19. The rich… lie down — He lieth down rich. Though the wicked man be rich at his death, he shall not be gathered; an obscure phrase, the meaning of which our translators have given correctly when they have made it of signification similar to Genesis 25:8 — “Abraham was gathered to his people.” Since Abraham was buried in a land of strangers, and with Sarah only, the expression cannot signify mere burial with the dead, but rather pre-supposes continued conscious existence, and implies probably the communion of the dead. Compare Genesis 15:15; Genesis 25:8; Genesis 25:17; Genesis 35:29; Genesis 49:29-33; Numbers 20:24, etc. The rendering of Ewald, Hirtzel, etc., follows the Septuagint, “he doeth it no more,” that is, “he lies down for the last time,” but is hardly justified by the form of the verb, which is passive. The trivial reading of Umbreit, based upon a different pointing, “and nothing is robbed from him,” Hitzig strangely enough accepts.
He openeth his eyes — So sudden and unexpected is his death: it is but a glance, an opening of the eye, and he is no more. Or it may express the surprise of the guilty soul when it awakens to consciousness in the unseen world. Luke 16:23.
20. As waters — Suddenly, violently, continuously. “One terror after another, without intermission, as waters mix together in a flood.” — Rabbi Levi. “That man, then,” says Plato, “who discovers in his own life much iniquity, and, like children, constantly starts in his sleep, is full of terrors, and lives on with scarce a hope of the future.” See, further, his “Republic,” b. 1, ch. 5.

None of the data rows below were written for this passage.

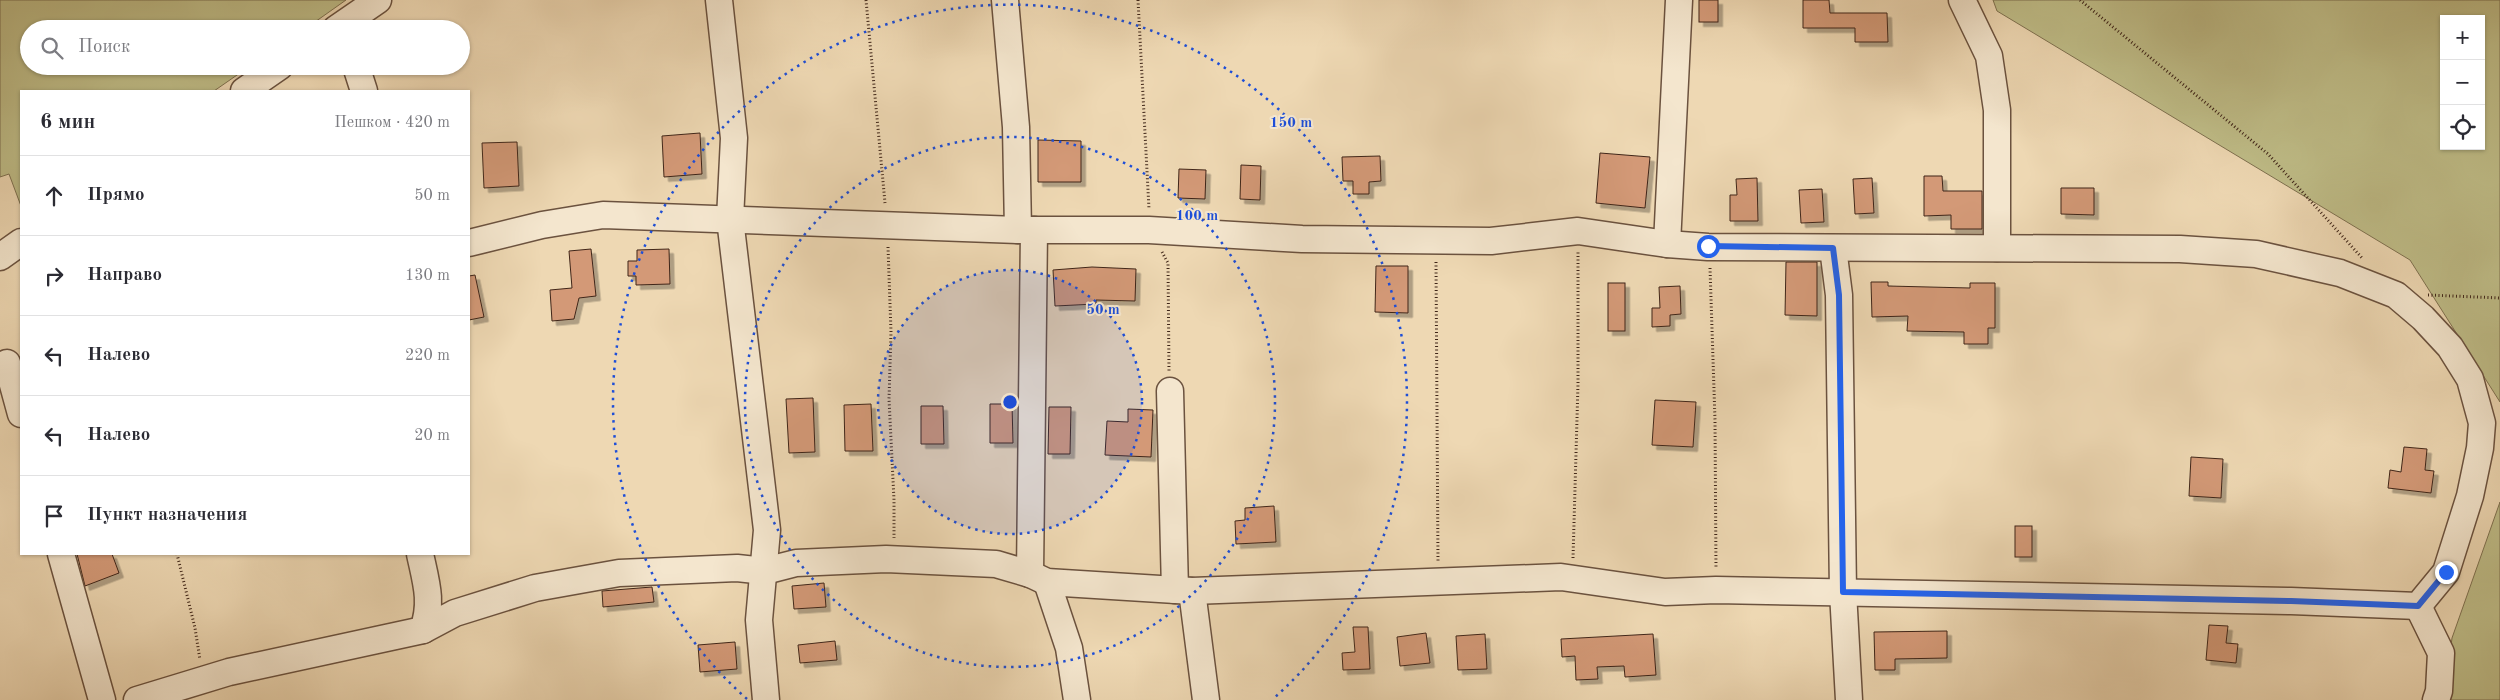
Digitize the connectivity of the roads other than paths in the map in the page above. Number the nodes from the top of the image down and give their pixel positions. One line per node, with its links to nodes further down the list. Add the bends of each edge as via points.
1 (378, 0): 6 (street)
2 (719, 0): 11 (street, via 734,138)
3 (1004, 0): 12 (street)
4 (1679, 0): 15 (street)
5 (1962, 0): 17 (street, via 1989,56 1998,110)
6 (350, 20)
7 (267, 75): 9 (street)
8 (359, 75): 10 (street)
9 (245, 90)
10 (364, 90)
11 (730, 218): 12 (street); 14 (street, via 603,215 542,225); 24 (street, via 767,530)
12 (1026, 230): 15 (street, via 1149,230 1302,239 1491,241 1578,231); 25 (street)
13 (20, 243): 18 (street)
14 (470, 243)
15 (1667, 244): 16 (street)
16 (1833, 248): 17 (street); 27 (street, via 1839,295)
17 (1997, 248): 28 (street, via 2180,249 2256,254 2340,273 2396,295 2450,347 2470,379 2482,423 2470,496 2446,572)
18 (0, 257)
19 (9, 363): 21 (street)
20 (1170, 391): 26 (street)
21 (20, 410)
22 (60, 555): 31 (street)
23 (420, 555): 29 (street, via 429,612)
24 (765, 571): 25 (street, via 796,563 893,560 996,564); 29 (street, via 737,568 619,573 535,588 454,613); 33 (street, via 759,620)
25 (1039, 578): 26 (street); 34 (street, via 1069,648)
26 (1184, 590): 27 (street, via 1561,577 1665,592); 35 (street)
27 (1843, 592): 28 (street); 36 (street)
28 (2418, 606): 30 (street, via 2441,653)
29 (423, 630): 32 (street, via 228,672)
30 (2438, 697)
31 (102, 700)
32 (137, 700)
33 (766, 700)
34 (1077, 700)
35 (1206, 700)
36 (1849, 700)

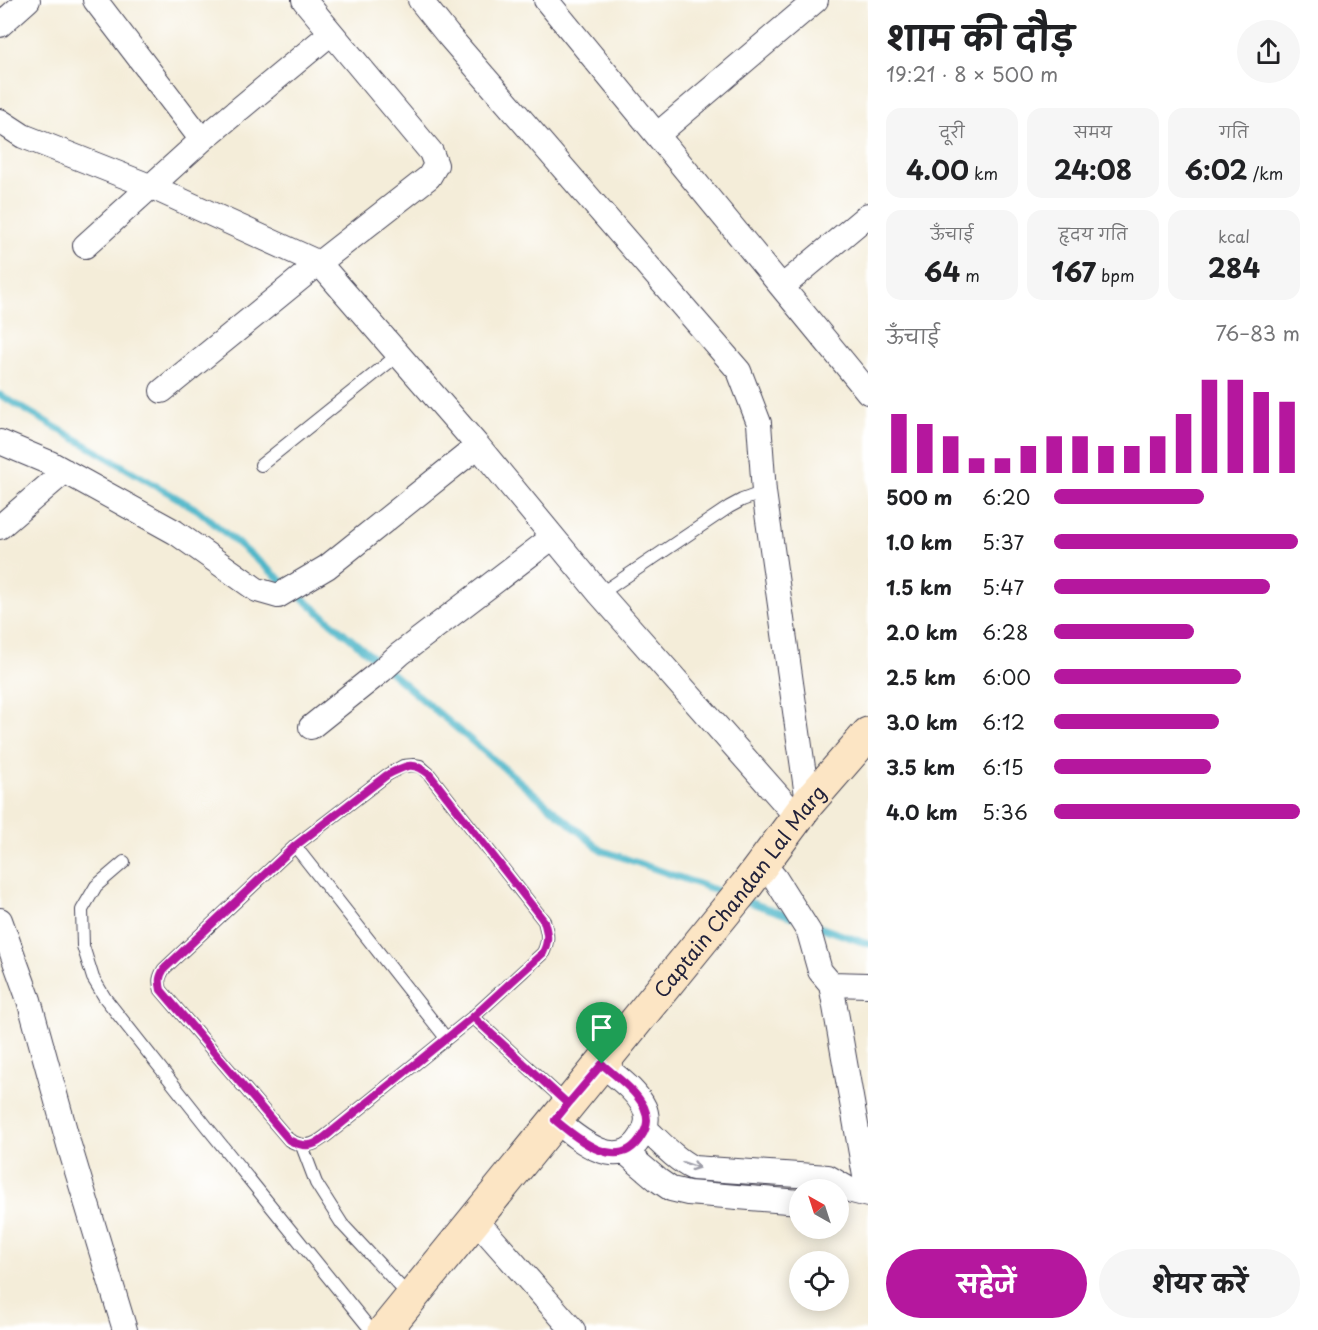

21. The east wind — A storm brought on by an east wind is generally very destructive on account of its strong gusts, and it will even uproot the largest trees. (Wetzstein.) This wind, according to “The Hamasa,” is usually most violent at night. See Job 15:2.
22. He would fain flee — Literally, Fleeing he flees. Hither and thither he flees before God’s hand, but in vain.
23. Men shall clap — It or he, used collectively. In the opinion of some, the storm is personified and represented as acting after the manner of men when they condemn and hiss a public character. The text properly supplies the word men. The accumulation of the terminations emo and omo (says Delitzsch) gives a tone of thunder and a gloomy impress to this conclusion of the description of judgment, as those terminations frequently occur in the book of Psalms, where moral depravity is mourned and divine judgment threatened.